▶ _About this task_
All lines from the one containing "Which roads connect" down to the final line of the entries below: return them exactly.

▶ _Material provided_
******

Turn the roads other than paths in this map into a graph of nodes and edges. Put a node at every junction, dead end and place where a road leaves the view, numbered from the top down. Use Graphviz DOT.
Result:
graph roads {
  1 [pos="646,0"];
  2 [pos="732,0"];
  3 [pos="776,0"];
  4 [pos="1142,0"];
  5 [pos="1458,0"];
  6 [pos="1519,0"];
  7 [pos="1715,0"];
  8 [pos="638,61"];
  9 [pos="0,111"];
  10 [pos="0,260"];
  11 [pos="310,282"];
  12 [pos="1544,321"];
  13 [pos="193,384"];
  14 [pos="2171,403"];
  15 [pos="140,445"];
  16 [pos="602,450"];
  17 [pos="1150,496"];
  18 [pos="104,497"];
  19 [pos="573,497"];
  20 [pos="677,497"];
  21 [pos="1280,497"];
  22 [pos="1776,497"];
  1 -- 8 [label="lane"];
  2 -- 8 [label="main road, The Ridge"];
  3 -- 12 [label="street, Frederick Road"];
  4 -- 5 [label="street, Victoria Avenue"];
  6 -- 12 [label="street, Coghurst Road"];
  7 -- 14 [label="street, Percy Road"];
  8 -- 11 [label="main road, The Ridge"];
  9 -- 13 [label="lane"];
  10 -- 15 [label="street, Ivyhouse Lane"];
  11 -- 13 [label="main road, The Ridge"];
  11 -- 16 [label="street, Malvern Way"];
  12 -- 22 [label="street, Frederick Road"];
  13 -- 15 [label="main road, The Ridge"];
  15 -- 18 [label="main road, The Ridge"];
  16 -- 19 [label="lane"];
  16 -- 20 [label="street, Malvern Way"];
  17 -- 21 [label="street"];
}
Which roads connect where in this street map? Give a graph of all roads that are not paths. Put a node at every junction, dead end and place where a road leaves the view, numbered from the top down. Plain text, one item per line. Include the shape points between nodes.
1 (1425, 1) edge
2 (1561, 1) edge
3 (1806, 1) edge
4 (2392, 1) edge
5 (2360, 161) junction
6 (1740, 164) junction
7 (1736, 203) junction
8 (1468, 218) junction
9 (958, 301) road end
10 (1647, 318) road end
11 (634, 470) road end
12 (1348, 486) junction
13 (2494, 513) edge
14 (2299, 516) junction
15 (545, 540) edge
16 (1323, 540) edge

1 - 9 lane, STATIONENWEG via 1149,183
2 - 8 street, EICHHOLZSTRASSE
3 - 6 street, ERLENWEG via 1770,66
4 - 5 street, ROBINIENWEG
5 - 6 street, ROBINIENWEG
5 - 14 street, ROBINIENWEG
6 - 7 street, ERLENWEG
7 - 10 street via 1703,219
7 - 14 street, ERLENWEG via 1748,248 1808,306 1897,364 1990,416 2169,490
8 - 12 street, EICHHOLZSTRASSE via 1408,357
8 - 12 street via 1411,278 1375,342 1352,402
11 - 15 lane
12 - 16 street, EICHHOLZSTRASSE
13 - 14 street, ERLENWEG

******

▶ _Written response_
Which roads connect where in this street map? Give a graph of all roads that are not paths. Put a node at every junction, dead end and place where a road leaves the view, numbered from the top down. Plain text, one item per line. Include the shape points between nodes.
1 (1425, 1) edge
2 (1561, 1) edge
3 (1806, 1) edge
4 (2392, 1) edge
5 (2360, 161) junction
6 (1740, 164) junction
7 (1736, 203) junction
8 (1468, 218) junction
9 (958, 301) road end
10 (1647, 318) road end
11 (634, 470) road end
12 (1348, 486) junction
13 (2494, 513) edge
14 (2299, 516) junction
15 (545, 540) edge
16 (1323, 540) edge

1 - 9 lane, STATIONENWEG via 1149,183
2 - 8 street, EICHHOLZSTRASSE
3 - 6 street, ERLENWEG via 1770,66
4 - 5 street, ROBINIENWEG
5 - 6 street, ROBINIENWEG
5 - 14 street, ROBINIENWEG
6 - 7 street, ERLENWEG
7 - 10 street via 1703,219
7 - 14 street, ERLENWEG via 1748,248 1808,306 1897,364 1990,416 2169,490
8 - 12 street, EICHHOLZSTRASSE via 1408,357
8 - 12 street via 1411,278 1375,342 1352,402
11 - 15 lane
12 - 16 street, EICHHOLZSTRASSE
13 - 14 street, ERLENWEG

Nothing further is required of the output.